Could you give back every record below exactly, leaving out the pictures?

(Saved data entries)

Content starts

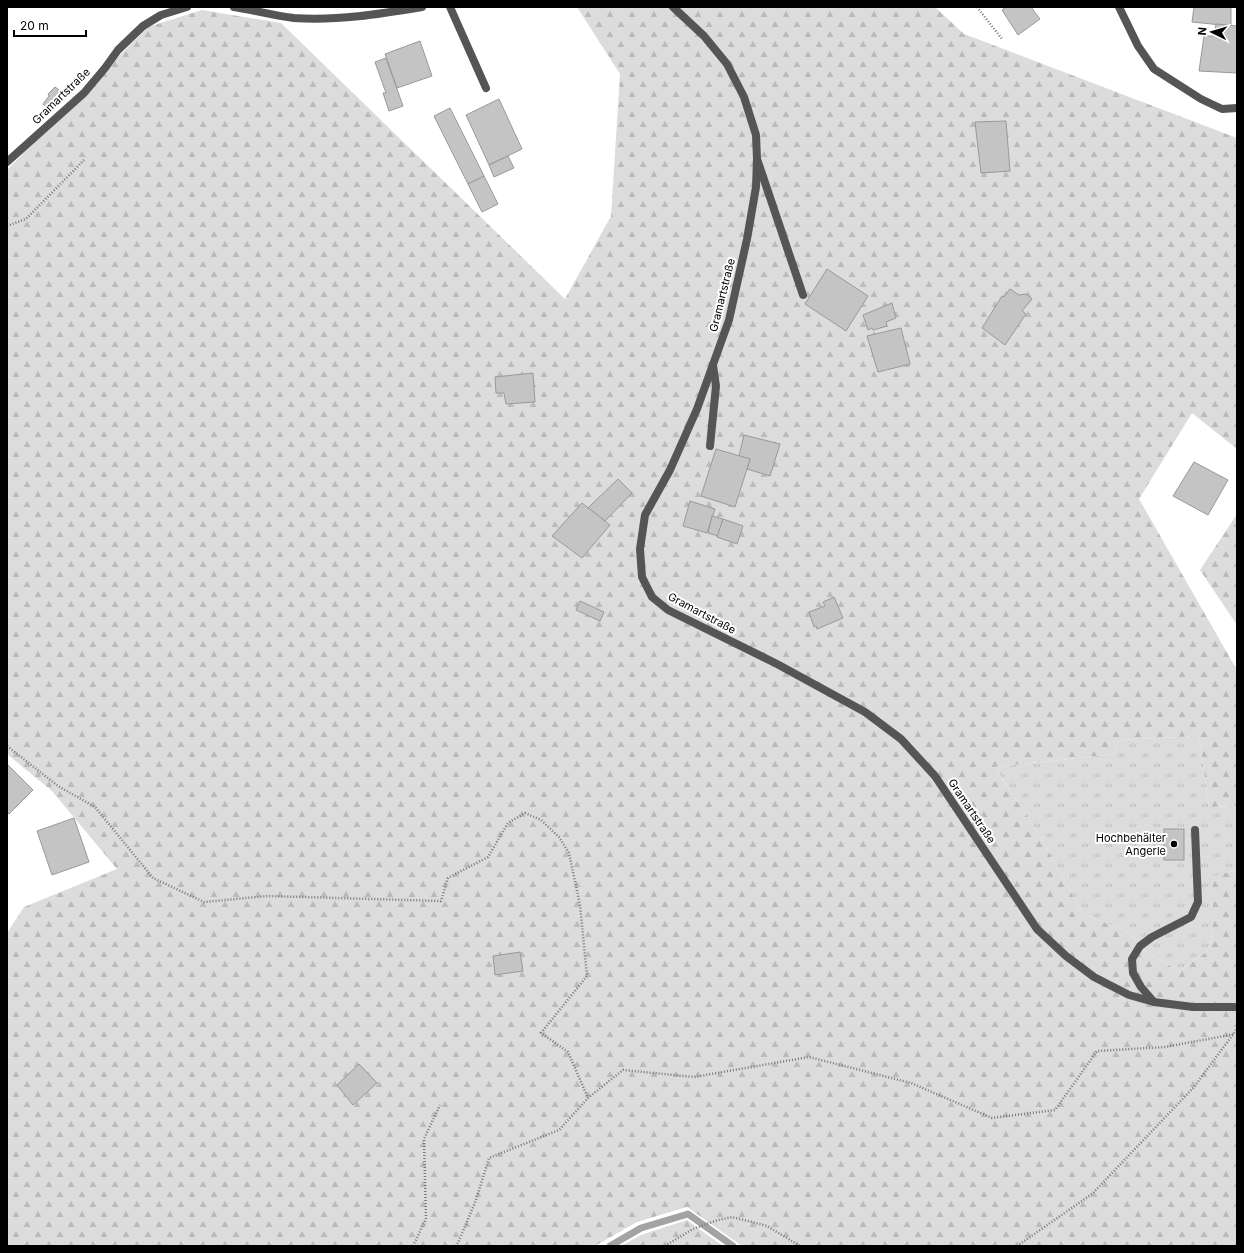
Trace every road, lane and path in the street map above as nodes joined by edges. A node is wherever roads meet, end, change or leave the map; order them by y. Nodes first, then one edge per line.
1 (187, 7) edge
2 (234, 7) edge
3 (421, 7) edge
4 (450, 7) edge
5 (673, 7) edge
6 (977, 7) edge
7 (1119, 7) edge
8 (1002, 39) dead end
9 (486, 88) dead end
10 (1237, 108) edge
11 (757, 159) junction
12 (84, 160) dead end
13 (7, 162) edge
14 (7, 226) edge
15 (803, 295) dead end
16 (713, 365) junction
17 (710, 446) dead end
18 (7, 746) edge
19 (1195, 830) dead end
20 (1154, 1002) junction
21 (1237, 1007) edge
22 (1237, 1030) edge
23 (1235, 1034) junction
24 (588, 1098) junction
25 (440, 1105) dead end
26 (413, 1246) edge
27 (455, 1246) edge
28 (665, 1246) edge
29 (800, 1246) edge
30 (1017, 1246) edge

1 - 13 street, Gramartstraße
2 - 3 street
4 - 9 street
5 - 11 street, Gramartstraße
6 - 8 path
7 - 10 street
11 - 15 street
11 - 16 street, Gramartstraße
12 - 14 path
16 - 17 street
16 - 20 street, Gramartstraße
18 - 24 path
19 - 20 street
20 - 21 street, Gramartstraße
22 - 23 path
23 - 24 path
23 - 30 path
24 - 27 path
25 - 26 path
28 - 29 path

Content ends

■ **Task solution**
Trace every road, lane and path in the street map above as nodes joined by edges. A node is wherever roads meet, end, change or leave the map; order them by y. Nodes first, then one edge per line.
1 (187, 7) edge
2 (234, 7) edge
3 (421, 7) edge
4 (450, 7) edge
5 (673, 7) edge
6 (977, 7) edge
7 (1119, 7) edge
8 (1002, 39) dead end
9 (486, 88) dead end
10 (1237, 108) edge
11 (757, 159) junction
12 (84, 160) dead end
13 (7, 162) edge
14 (7, 226) edge
15 (803, 295) dead end
16 (713, 365) junction
17 (710, 446) dead end
18 (7, 746) edge
19 (1195, 830) dead end
20 (1154, 1002) junction
21 (1237, 1007) edge
22 (1237, 1030) edge
23 (1235, 1034) junction
24 (588, 1098) junction
25 (440, 1105) dead end
26 (413, 1246) edge
27 (455, 1246) edge
28 (665, 1246) edge
29 (800, 1246) edge
30 (1017, 1246) edge

1 - 13 street, Gramartstraße
2 - 3 street
4 - 9 street
5 - 11 street, Gramartstraße
6 - 8 path
7 - 10 street
11 - 15 street
11 - 16 street, Gramartstraße
12 - 14 path
16 - 17 street
16 - 20 street, Gramartstraße
18 - 24 path
19 - 20 street
20 - 21 street, Gramartstraße
22 - 23 path
23 - 24 path
23 - 30 path
24 - 27 path
25 - 26 path
28 - 29 path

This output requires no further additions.